Collected data entries
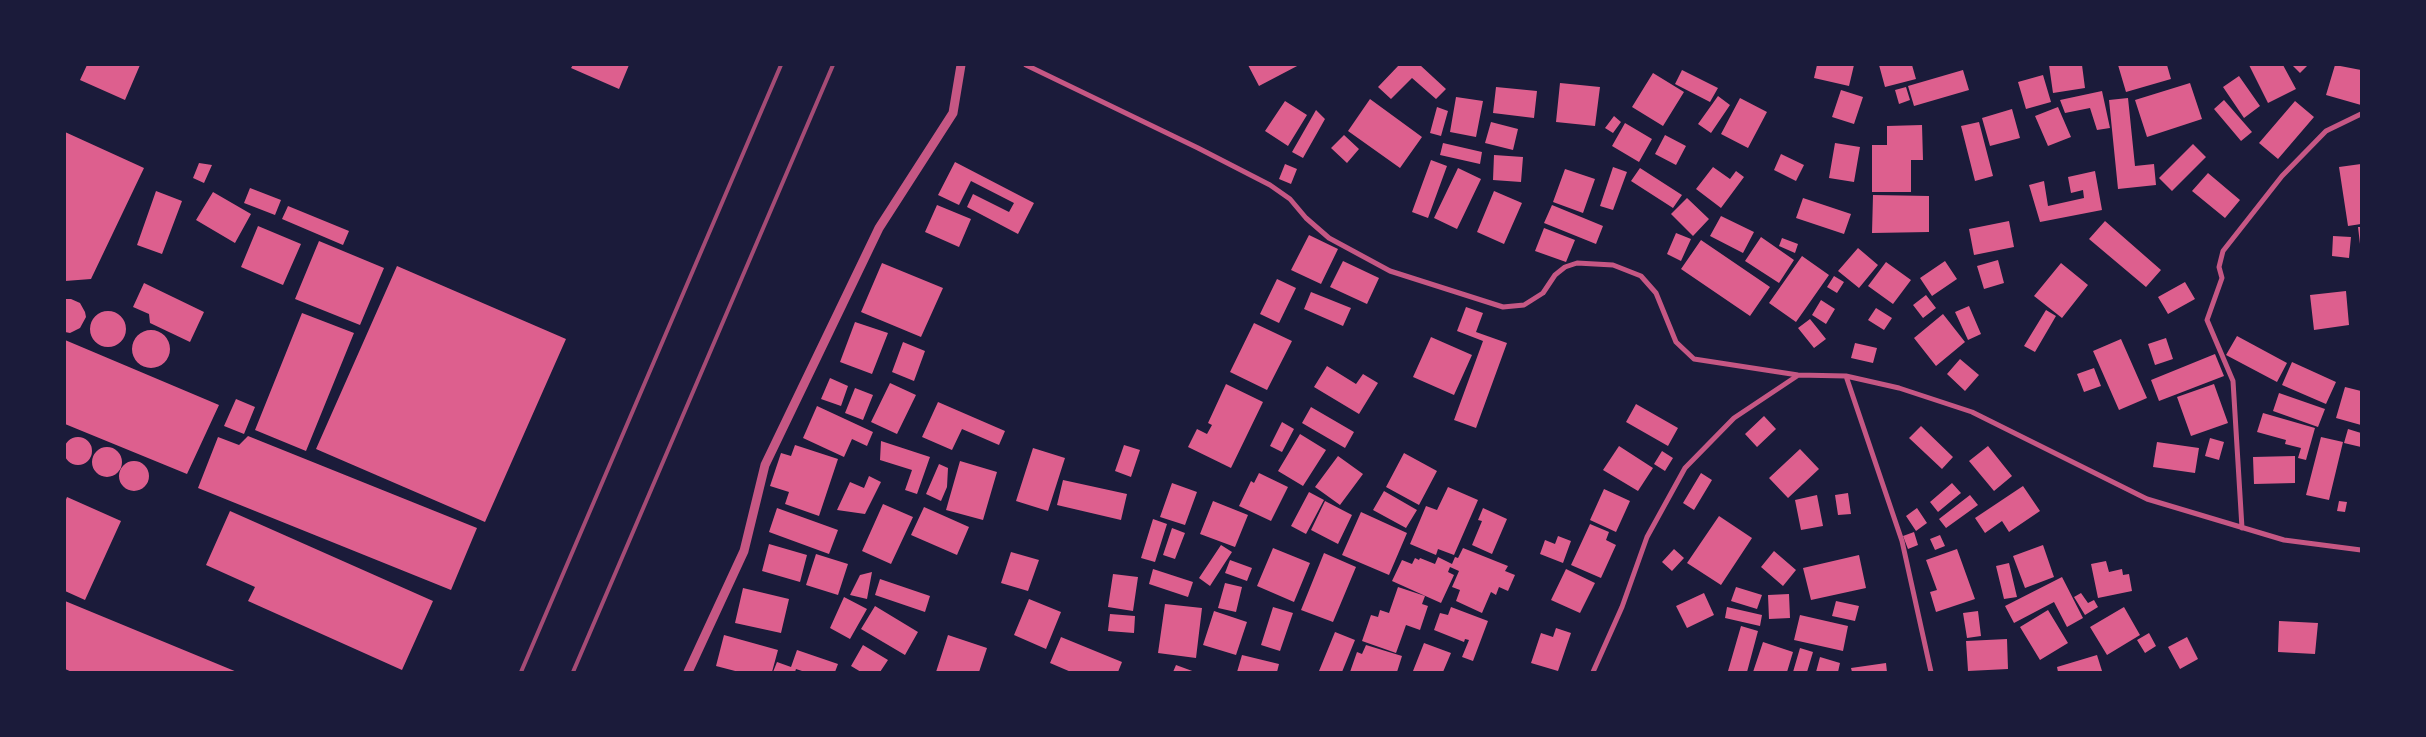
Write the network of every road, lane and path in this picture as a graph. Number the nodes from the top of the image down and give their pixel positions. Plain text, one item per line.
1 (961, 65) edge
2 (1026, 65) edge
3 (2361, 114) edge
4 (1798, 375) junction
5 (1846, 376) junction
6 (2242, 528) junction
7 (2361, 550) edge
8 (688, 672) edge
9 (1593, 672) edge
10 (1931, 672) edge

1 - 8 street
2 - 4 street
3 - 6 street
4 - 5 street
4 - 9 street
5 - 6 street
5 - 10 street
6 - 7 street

== ACTION ITEM ==
Your answer must be an exact copy of the entries above, with no pictures in it.

== EXERCISE ANSWER ==
Write the network of every road, lane and path in this picture as a graph. Number the nodes from the top of the image down and give their pixel positions. Plain text, one item per line.
1 (961, 65) edge
2 (1026, 65) edge
3 (2361, 114) edge
4 (1798, 375) junction
5 (1846, 376) junction
6 (2242, 528) junction
7 (2361, 550) edge
8 (688, 672) edge
9 (1593, 672) edge
10 (1931, 672) edge

1 - 8 street
2 - 4 street
3 - 6 street
4 - 5 street
4 - 9 street
5 - 6 street
5 - 10 street
6 - 7 street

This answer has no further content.